To access the DB, select specific profiles at various aggregation levels use get_hh_profiles_from_db()
To access the DB, select specific profiles at various aggregation levels and scale profiles use get_scaled_profiles_from_db()

name: str = 'Household Demands'

sources: DatasetSources = DatasetSources(tables={'demandregio_hh': 'demand.egon_demandregio_hh', 'destatis_zensus_population_per_ha_inside_germany': 'society.destatis_zensus_population_per_ha_inside_germany', 'destatis_zensus_population_per_ha': 'society.destatis_zensus_population_per_ha', 'egon_destatis_zensus_household_per_ha': 'society.egon_destatis_zensus_household_per_ha', 'egon_map_zensus_vg250': 'boundaries.egon_map_zensus_vg250', 'vg250_lan': 'boundaries.vg250_lan', 'demandregio_household_load_profiles': 'demand.demandregio_household_load_profiles'}, files={'household_electricity_demand_profiles': {'path_testmode': 'hh_el_load_profiles_2511.hdf', 'path': 'hh_el_load_profiles_100k.hdf'}, 'zensus_household_types': {'path': 'Zensus2011_Personen.csv'}}, urls={}): The sources used by the datasets. Could be tables, files and urls

targets: DatasetTargets = DatasetTargets(tables={'iee_household_load_profiles': 'demand.iee_household_load_profiles', 'hh_profiles_in_census_cells': 'demand.egon_household_electricity_profile_in_census_cell', 'zensus_household_per_ha_refined': 'society.egon_destatis_zensus_household_per_ha_refined', 'etrago_electricity_households': 'demand.egon_etrago_electricity_households'}, files={}): The targets created by the datasets.
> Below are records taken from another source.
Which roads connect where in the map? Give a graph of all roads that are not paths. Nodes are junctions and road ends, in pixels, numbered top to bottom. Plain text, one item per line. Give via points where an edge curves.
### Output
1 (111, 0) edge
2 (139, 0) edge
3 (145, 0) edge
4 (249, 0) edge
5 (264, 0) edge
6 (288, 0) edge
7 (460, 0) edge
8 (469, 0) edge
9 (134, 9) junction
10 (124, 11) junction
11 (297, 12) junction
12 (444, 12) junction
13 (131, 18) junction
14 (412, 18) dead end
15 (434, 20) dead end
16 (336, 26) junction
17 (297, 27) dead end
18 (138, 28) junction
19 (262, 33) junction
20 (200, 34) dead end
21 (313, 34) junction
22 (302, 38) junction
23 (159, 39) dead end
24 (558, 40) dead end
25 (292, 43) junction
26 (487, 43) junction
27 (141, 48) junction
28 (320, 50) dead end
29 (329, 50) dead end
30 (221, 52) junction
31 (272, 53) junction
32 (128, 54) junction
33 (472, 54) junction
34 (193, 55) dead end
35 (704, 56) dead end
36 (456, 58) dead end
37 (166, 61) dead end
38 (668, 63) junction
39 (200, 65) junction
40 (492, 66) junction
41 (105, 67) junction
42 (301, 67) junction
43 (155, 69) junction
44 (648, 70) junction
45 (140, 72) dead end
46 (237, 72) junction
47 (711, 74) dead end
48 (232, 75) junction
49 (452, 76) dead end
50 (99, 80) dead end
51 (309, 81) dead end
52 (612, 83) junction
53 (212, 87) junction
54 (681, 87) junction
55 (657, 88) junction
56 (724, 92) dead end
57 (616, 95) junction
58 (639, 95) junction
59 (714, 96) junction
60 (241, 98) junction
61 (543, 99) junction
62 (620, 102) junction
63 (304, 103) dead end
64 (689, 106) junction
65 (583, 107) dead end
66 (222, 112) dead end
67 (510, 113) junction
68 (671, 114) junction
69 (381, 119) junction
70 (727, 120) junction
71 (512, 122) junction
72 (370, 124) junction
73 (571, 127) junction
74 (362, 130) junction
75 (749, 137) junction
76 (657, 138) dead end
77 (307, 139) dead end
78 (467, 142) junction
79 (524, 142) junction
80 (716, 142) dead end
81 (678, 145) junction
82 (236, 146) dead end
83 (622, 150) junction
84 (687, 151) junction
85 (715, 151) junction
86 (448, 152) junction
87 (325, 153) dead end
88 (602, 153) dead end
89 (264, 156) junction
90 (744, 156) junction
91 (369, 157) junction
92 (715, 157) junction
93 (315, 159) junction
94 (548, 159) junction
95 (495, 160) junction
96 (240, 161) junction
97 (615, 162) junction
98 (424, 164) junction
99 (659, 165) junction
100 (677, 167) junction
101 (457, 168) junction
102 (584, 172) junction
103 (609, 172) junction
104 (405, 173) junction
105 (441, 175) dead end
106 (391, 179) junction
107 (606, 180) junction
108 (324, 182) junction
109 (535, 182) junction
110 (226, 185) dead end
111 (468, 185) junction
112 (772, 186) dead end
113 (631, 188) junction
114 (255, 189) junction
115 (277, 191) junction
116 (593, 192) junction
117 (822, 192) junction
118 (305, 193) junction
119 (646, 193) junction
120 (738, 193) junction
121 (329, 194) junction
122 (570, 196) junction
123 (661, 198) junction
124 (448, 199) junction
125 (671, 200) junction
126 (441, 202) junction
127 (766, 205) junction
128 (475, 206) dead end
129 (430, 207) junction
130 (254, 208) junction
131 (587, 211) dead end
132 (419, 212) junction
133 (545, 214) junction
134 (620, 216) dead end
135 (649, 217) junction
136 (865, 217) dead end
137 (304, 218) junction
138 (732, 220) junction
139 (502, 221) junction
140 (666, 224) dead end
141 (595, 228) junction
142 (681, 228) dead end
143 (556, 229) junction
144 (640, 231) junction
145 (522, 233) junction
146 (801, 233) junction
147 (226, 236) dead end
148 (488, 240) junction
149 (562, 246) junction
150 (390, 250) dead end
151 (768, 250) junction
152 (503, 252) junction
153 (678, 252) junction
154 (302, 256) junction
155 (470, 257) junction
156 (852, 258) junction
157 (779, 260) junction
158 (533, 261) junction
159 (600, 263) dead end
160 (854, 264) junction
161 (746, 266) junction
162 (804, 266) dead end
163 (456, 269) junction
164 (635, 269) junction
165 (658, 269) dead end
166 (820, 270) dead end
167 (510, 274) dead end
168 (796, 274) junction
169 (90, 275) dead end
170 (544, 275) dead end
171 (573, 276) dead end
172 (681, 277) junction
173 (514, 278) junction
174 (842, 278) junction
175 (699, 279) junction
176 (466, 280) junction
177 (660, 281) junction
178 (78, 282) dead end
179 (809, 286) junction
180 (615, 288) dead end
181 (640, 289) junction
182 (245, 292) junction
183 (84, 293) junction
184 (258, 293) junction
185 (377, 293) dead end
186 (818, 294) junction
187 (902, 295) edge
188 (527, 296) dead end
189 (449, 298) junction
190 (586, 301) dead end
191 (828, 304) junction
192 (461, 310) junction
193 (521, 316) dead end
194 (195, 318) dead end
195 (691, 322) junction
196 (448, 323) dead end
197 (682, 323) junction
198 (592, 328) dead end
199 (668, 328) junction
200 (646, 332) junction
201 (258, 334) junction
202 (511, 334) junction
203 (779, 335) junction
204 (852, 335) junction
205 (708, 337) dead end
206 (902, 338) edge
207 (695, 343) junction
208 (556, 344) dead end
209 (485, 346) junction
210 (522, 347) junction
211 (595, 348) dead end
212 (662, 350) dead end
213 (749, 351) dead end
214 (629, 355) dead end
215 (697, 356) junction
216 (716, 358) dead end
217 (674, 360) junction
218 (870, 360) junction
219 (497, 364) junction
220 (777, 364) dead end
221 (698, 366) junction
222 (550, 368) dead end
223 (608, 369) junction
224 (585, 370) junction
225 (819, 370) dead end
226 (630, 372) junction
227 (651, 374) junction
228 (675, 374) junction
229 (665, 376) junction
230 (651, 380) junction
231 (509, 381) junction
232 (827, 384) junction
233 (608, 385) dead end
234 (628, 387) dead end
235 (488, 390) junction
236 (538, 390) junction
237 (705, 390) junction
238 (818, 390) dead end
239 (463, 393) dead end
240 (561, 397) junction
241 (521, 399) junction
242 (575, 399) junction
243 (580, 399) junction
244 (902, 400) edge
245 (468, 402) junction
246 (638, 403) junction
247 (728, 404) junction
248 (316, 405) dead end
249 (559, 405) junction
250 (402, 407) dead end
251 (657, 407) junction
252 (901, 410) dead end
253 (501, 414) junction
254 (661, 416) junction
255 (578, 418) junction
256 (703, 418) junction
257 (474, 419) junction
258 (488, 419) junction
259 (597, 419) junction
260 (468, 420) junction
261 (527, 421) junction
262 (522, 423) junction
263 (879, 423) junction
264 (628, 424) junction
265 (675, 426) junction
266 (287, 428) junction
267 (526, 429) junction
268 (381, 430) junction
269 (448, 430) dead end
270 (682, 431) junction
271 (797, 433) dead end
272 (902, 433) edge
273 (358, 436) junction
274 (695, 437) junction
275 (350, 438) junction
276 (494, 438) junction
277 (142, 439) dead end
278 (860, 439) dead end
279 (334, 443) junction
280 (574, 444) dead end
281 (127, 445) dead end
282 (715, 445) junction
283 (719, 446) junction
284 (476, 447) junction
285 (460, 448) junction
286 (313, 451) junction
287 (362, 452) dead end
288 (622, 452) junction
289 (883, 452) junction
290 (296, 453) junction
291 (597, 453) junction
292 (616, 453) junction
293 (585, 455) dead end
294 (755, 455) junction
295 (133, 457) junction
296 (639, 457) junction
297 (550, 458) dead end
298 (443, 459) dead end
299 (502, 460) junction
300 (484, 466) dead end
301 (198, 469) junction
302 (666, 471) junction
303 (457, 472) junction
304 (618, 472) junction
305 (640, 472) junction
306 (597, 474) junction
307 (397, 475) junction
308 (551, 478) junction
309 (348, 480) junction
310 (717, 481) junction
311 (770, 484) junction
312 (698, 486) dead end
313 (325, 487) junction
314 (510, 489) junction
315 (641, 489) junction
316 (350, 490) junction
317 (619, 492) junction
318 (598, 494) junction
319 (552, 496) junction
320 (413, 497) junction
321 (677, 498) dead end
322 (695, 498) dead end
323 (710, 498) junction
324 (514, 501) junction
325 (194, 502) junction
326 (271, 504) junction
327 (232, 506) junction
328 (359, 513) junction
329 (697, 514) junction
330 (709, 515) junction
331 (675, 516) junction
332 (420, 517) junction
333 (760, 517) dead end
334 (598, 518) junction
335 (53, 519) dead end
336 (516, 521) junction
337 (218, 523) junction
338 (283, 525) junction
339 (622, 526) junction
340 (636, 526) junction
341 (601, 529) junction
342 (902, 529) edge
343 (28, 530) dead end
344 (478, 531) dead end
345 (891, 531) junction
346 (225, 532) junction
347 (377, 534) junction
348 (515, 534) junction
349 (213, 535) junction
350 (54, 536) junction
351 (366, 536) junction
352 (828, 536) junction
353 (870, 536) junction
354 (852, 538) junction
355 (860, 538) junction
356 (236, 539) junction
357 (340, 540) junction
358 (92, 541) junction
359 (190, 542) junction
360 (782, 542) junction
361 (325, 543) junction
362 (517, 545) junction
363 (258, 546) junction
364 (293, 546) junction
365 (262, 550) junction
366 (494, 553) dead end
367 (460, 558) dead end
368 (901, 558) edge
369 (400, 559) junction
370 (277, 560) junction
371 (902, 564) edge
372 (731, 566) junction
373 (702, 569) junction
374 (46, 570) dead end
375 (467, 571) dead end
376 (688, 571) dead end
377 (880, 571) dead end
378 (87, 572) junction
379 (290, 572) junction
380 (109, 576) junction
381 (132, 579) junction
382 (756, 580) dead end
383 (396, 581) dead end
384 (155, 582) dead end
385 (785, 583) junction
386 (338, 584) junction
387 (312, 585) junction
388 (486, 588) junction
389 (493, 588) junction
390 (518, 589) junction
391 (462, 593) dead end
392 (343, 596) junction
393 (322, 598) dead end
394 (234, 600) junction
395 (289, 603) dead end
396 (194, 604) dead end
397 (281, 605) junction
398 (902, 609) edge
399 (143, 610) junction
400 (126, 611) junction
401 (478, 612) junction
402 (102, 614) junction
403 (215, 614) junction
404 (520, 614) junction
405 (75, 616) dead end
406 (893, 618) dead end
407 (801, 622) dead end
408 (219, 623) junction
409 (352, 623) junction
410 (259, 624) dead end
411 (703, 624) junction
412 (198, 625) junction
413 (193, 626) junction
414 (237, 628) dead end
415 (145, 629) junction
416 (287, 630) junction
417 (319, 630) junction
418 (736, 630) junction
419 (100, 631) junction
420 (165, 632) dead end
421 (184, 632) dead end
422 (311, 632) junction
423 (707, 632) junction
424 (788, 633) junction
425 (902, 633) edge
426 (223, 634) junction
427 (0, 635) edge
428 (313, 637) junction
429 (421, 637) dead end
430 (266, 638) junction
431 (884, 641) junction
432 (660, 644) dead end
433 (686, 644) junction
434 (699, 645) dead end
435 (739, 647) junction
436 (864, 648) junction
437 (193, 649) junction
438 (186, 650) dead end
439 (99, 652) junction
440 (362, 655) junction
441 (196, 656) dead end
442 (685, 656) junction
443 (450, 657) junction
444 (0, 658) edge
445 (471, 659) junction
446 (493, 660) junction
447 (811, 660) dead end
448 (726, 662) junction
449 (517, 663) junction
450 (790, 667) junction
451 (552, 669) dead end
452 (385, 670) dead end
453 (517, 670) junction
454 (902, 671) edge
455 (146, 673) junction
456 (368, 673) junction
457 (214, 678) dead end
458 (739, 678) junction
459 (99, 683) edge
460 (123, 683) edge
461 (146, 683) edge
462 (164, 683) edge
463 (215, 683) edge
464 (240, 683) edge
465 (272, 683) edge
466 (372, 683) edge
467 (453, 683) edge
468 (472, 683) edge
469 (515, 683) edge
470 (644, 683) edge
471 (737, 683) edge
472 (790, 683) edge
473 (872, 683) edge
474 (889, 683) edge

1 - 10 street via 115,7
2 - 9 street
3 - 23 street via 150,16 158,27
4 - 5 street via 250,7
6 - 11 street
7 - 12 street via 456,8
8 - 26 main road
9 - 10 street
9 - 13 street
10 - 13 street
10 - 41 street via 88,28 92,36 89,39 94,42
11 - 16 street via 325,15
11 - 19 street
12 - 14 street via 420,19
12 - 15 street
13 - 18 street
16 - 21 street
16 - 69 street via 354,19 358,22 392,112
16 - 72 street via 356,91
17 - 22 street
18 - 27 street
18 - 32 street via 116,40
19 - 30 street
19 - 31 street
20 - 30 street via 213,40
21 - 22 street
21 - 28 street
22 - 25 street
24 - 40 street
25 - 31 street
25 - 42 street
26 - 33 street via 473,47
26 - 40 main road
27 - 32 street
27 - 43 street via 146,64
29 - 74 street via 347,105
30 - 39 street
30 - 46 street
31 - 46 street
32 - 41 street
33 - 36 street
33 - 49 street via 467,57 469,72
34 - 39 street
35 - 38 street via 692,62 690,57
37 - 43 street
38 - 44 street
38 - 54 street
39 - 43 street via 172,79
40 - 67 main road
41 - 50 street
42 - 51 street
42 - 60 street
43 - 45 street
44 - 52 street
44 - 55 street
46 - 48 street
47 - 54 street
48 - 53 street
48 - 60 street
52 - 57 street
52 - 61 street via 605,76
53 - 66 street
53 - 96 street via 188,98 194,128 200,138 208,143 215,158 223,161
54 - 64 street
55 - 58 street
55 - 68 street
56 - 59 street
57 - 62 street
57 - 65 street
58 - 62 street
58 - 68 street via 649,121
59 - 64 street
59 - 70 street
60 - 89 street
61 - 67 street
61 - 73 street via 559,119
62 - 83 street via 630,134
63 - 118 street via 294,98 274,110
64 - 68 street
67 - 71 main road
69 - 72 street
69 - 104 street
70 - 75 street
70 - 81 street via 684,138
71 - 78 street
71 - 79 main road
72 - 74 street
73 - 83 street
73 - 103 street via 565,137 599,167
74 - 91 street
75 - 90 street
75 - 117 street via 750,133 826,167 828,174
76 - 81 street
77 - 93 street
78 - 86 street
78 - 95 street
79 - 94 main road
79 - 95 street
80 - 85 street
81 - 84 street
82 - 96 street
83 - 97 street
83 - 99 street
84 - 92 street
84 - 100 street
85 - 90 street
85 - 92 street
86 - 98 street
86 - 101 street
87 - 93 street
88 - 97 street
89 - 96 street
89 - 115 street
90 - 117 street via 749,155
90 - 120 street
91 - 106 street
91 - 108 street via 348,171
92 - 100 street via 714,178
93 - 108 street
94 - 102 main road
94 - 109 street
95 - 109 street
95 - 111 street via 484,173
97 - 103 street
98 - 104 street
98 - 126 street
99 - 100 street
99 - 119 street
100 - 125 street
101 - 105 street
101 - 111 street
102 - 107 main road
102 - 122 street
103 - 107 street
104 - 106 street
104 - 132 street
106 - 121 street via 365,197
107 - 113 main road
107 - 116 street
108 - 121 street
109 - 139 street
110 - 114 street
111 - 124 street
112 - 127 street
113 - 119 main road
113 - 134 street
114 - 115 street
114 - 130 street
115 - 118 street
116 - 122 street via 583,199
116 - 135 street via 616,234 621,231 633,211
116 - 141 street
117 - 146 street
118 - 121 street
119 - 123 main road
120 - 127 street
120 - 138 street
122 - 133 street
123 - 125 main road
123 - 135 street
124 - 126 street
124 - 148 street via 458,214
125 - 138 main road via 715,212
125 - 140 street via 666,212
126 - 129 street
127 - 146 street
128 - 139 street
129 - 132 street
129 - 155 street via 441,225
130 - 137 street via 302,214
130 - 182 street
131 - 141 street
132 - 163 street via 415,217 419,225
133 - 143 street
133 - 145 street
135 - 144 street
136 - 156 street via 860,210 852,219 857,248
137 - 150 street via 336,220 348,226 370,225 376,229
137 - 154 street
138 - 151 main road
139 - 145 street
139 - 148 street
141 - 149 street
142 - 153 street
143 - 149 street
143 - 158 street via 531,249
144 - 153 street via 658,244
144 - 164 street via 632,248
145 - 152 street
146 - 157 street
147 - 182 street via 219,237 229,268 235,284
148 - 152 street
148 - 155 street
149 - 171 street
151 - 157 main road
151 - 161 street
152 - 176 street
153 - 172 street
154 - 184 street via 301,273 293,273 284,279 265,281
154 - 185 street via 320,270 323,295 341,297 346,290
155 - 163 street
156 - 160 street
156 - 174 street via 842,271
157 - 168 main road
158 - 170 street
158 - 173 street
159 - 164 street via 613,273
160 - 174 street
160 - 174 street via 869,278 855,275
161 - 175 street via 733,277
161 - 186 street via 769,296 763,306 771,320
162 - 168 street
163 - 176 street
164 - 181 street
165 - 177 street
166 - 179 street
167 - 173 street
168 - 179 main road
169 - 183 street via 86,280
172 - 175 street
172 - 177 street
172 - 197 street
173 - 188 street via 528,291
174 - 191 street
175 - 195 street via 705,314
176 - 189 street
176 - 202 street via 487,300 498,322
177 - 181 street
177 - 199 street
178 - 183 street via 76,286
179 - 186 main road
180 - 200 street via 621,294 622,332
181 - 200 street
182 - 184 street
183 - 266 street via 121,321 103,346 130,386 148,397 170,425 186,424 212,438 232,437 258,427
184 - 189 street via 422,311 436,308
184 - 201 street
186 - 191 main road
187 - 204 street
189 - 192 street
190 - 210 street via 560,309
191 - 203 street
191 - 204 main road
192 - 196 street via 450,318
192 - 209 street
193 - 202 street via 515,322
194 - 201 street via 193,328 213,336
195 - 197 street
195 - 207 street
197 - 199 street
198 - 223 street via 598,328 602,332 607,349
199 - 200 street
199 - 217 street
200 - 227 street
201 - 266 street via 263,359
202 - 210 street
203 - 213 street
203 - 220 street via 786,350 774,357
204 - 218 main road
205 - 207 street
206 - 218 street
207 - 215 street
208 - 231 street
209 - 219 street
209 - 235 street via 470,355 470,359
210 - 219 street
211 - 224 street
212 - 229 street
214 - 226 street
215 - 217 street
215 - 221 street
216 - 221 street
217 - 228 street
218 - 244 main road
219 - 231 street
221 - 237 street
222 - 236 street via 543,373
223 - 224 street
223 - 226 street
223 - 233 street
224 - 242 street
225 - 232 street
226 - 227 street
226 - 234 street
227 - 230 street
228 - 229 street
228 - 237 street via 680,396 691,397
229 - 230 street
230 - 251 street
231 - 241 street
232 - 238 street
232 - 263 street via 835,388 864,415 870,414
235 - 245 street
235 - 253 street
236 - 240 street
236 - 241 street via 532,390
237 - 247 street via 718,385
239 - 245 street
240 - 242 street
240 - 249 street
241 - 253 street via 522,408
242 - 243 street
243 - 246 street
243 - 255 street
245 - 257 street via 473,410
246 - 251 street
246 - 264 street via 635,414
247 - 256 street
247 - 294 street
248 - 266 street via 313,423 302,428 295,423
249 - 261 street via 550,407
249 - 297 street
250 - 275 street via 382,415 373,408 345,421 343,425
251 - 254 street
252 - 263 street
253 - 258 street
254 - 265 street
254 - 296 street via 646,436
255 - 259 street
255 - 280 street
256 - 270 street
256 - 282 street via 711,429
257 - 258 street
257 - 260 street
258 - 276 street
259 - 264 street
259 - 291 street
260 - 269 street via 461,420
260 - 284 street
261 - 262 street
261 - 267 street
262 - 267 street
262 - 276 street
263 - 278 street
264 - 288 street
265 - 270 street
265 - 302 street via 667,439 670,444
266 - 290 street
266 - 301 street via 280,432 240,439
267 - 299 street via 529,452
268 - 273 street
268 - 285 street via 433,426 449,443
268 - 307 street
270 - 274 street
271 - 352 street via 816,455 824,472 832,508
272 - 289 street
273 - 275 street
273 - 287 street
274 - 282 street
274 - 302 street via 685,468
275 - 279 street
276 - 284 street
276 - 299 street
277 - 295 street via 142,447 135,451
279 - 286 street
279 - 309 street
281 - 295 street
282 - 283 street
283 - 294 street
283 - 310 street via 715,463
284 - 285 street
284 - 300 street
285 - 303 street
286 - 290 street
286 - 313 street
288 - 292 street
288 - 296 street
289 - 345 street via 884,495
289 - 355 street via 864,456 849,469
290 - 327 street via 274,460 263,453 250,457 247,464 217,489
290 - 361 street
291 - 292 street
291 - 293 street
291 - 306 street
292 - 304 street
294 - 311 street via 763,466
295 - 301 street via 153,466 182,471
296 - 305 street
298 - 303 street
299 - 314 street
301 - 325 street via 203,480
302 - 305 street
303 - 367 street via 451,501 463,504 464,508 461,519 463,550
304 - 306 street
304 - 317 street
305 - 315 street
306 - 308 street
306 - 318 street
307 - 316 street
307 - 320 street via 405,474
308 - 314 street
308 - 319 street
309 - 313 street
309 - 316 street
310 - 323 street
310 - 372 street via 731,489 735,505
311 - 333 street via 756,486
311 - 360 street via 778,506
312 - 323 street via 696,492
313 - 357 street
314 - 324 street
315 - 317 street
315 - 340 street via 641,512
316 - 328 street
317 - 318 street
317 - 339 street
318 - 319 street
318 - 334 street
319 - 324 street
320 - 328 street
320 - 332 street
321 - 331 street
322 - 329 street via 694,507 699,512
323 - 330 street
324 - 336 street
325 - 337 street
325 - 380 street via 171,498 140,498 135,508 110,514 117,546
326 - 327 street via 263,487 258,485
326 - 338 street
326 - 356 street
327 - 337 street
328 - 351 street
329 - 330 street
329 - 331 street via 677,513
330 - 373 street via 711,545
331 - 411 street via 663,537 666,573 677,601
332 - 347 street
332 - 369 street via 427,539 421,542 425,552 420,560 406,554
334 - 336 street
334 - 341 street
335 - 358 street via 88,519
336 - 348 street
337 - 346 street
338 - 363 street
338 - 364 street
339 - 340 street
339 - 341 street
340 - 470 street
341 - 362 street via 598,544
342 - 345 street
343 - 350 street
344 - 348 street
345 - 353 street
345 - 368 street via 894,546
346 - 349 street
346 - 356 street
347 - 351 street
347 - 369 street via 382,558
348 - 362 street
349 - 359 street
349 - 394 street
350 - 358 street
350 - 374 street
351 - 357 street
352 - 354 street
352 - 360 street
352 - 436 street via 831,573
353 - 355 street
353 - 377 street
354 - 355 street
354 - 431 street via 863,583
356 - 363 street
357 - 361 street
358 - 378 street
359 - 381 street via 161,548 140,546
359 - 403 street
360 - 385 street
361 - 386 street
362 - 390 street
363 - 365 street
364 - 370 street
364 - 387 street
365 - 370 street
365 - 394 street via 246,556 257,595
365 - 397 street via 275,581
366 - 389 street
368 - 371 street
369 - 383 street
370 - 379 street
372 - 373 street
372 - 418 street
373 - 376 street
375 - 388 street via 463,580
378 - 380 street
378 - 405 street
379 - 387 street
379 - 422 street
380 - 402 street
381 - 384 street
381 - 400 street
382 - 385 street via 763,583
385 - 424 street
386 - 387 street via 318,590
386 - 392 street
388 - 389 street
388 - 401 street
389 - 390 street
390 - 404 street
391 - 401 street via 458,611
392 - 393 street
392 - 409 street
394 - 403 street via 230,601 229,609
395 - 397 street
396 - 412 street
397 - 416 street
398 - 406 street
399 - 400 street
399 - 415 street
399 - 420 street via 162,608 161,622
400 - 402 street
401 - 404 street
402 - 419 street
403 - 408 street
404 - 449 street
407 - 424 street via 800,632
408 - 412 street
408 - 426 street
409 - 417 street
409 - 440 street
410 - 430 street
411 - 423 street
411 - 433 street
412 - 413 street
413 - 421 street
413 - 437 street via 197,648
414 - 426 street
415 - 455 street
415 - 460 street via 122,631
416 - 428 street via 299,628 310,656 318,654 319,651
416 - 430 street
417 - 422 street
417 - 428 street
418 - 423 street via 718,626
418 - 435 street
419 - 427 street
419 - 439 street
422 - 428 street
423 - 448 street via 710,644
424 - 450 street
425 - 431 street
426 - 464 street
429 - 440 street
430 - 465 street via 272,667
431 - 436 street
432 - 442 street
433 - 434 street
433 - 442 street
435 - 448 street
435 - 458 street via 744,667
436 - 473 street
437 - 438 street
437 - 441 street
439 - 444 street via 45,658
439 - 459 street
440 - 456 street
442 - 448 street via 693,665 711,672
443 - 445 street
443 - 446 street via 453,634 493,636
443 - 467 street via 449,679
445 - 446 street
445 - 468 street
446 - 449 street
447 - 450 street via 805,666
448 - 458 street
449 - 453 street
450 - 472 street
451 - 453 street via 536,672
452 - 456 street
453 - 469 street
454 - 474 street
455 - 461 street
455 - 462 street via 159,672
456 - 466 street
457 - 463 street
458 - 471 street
Could be tables and files

version: str = '0.0.16'

class HouseholdElectricityProfilesInCensusCells(**kwargs)[source]

Bases: Base

Class definition of table demand.egon_household_electricity_profile_in_census_cell.

Lists references and scaling parameters of time series data for each household in a cell by identifiers. This table is fundamental for creating subsequent data like demand profiles on MV grid level or for determining the peak load at load area level.

cell_id

cell_profile_ids

factor_2024

factor_2035

factor_2037

factor_2045

grid_id

nuts1

nuts3

class IeeHouseholdLoadProfiles(**kwargs)[source]

Bases: Base

Class definition of table demand.iee_household_load_profiles.

id

load_in_wh

type

adjust_to_demand_regio_nuts3_annual(df_hh_profiles_in_census_cells, df_iee_profiles, df_demand_regio)[source]

Computes the profile scaling factor for alignment to demand regio data

The scaling factor can be used to re-scale each load profile such that the sum of all load profiles within one NUTS-3 area equals the annual demand of demand regio data.

Parameters:

df_hh_profiles_in_census_cells (pd.DataFrame) – Result of assign_hh_demand_profiles_to_cells().
df_iee_profiles (pd.DataFrame) – Household load profile data
- Index: Times steps as serial integers
- Columns: pd.MultiIndex with (HH_TYPE, id)
df_demand_regio (pd.DataFrame) – Annual demand by demand regio for each NUTS-3 region and scenario year. Index is pd.MultiIndex with tuple(scenario_year, nuts3_code).

Returns:

pd.DataFrame – Returns the same data as assign_hh_demand_profiles_to_cells(), but with filled factor_<year> columns for each configured scenario.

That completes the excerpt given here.